35. In my considered opinion, the judgment in Pune Municipal Corporation (supra)

was not rendered per incuriam, as the conclusion is reached by proceeding in detail on

the interpretation of relevant statutory provisions. However, we may not agree with the

reasons assigned and conclusions arrived at by the Court in the said judgment. It is no

doubt  true that the Court  inPune Municipal  Corporation (supra) was not  informed

about the Rules of certain States framed under Section 55 of the 1894 Act and certain

Rules of High Courts on the point regarding deposit to be made in the Treasury.

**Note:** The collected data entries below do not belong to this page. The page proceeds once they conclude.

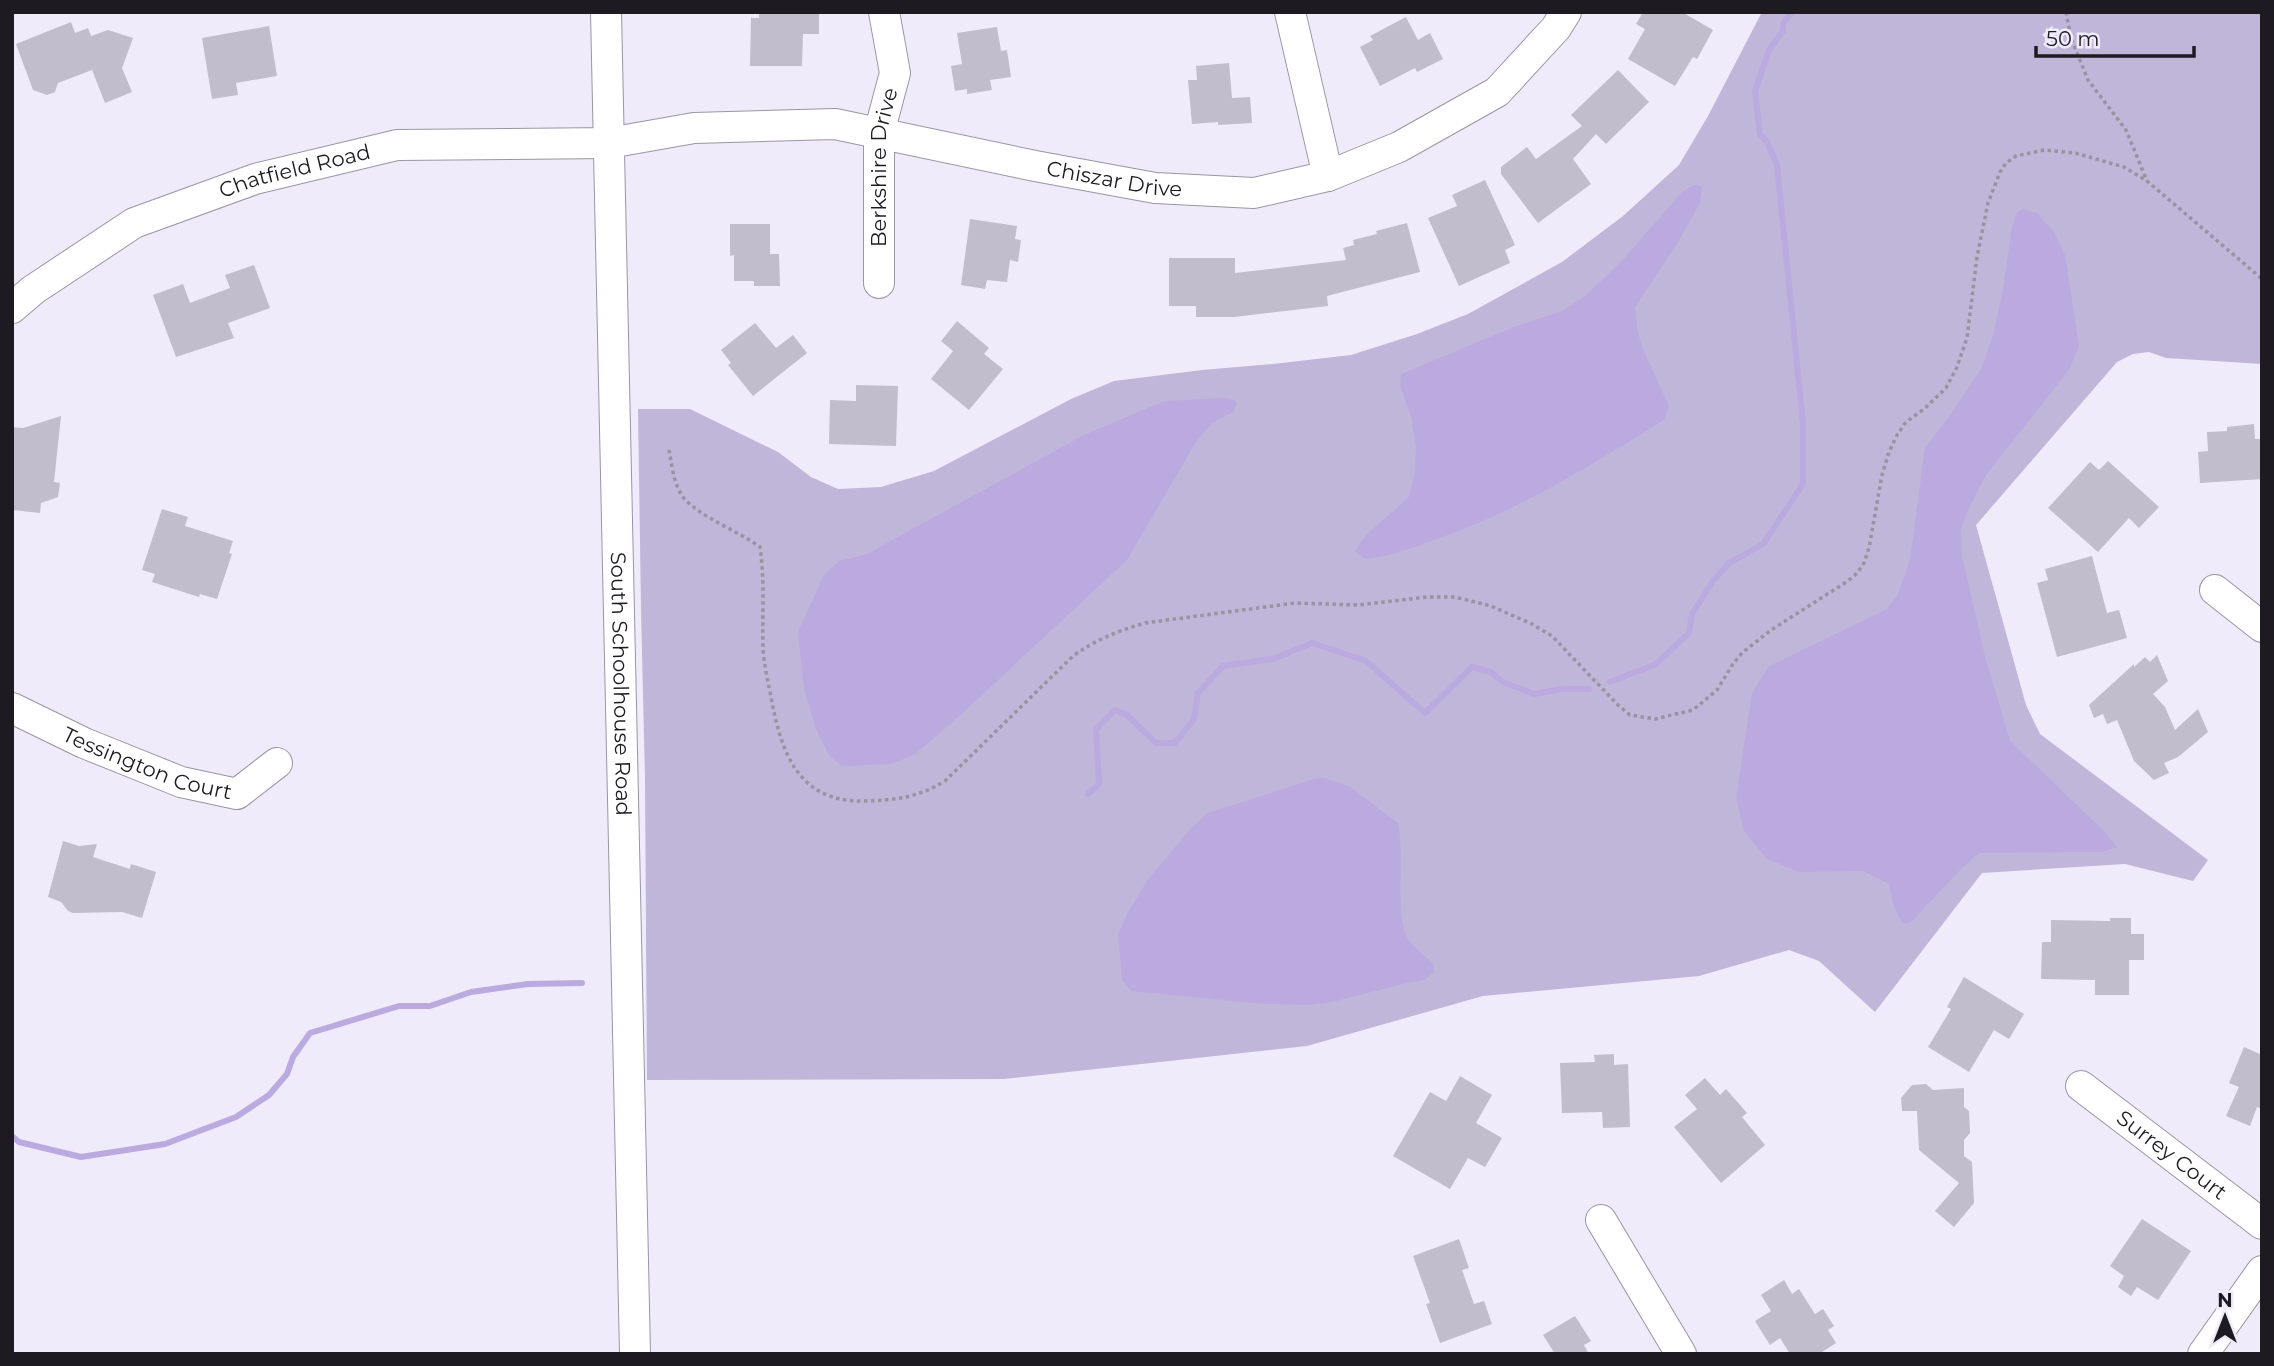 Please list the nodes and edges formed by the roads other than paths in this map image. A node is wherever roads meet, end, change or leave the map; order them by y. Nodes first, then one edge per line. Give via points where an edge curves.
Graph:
1 (606, 12) edge
2 (884, 12) edge
3 (1290, 12) edge
4 (1566, 12) edge
5 (879, 133) junction
6 (609, 144) junction
7 (1328, 176) junction
8 (879, 283) dead end
9 (12, 308) edge
10 (2215, 590) dead end
11 (2262, 627) edge
12 (12, 708) edge
13 (277, 763) dead end
14 (2081, 1086) dead end
15 (1601, 1220) dead end
16 (2262, 1224) edge
17 (2262, 1271) edge
18 (635, 1354) edge
19 (1681, 1354) edge
20 (2203, 1354) edge

1 - 6 street, South Schoolhouse Road
2 - 5 street, Berkshire Drive via 895,73
3 - 7 street
4 - 7 street, Chiszar Drive via 1497,92 1399,147
5 - 6 street, Chiszar Drive via 835,124 694,128
5 - 7 street, Chiszar Drive via 1155,188 1254,193
5 - 8 street, Berkshire Drive
6 - 9 street, Chatfield Road via 397,145 256,179 134,223
6 - 18 street, South Schoolhouse Road
10 - 11 street
12 - 13 street, Tessington Court via 181,782 237,794
14 - 16 street, Surrey Court
15 - 19 street
17 - 20 street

Though

the Rules are not adverted to in the case of Pune Municipal Corporation (supra), the

discussion as a whole, if looked into, would make it clear that the Court while deciding

the said judgment, discussed in detail about the failure to deposit in the Court, so also,

about  the  effect  of  deposit  in  Treasury.  Hence,  in  my  considered  opinion,  merely

because  the  Rules  of  certain  States  are  not  considered,  the  judgment  inPune

Municipal  Corporation (supra)  cannot  be termed as  per incuriam.  In  other  words,

merely because the Rules are not referred to specifically in the judgment, it cannot be

said that there is non-consideration of the effect of the Rules.

36. I may hasten to add here that in the case of Sukhbir Singh (supra), the Court

did consider the effect of the Rules framed by Delhi, Punjab and Haryana Governments.

But  the  conclusion  rendered  in  Sukhbir  Singh (supra)  was in  conformity  with  the

judgment in Pune Municipal Corporation (supra).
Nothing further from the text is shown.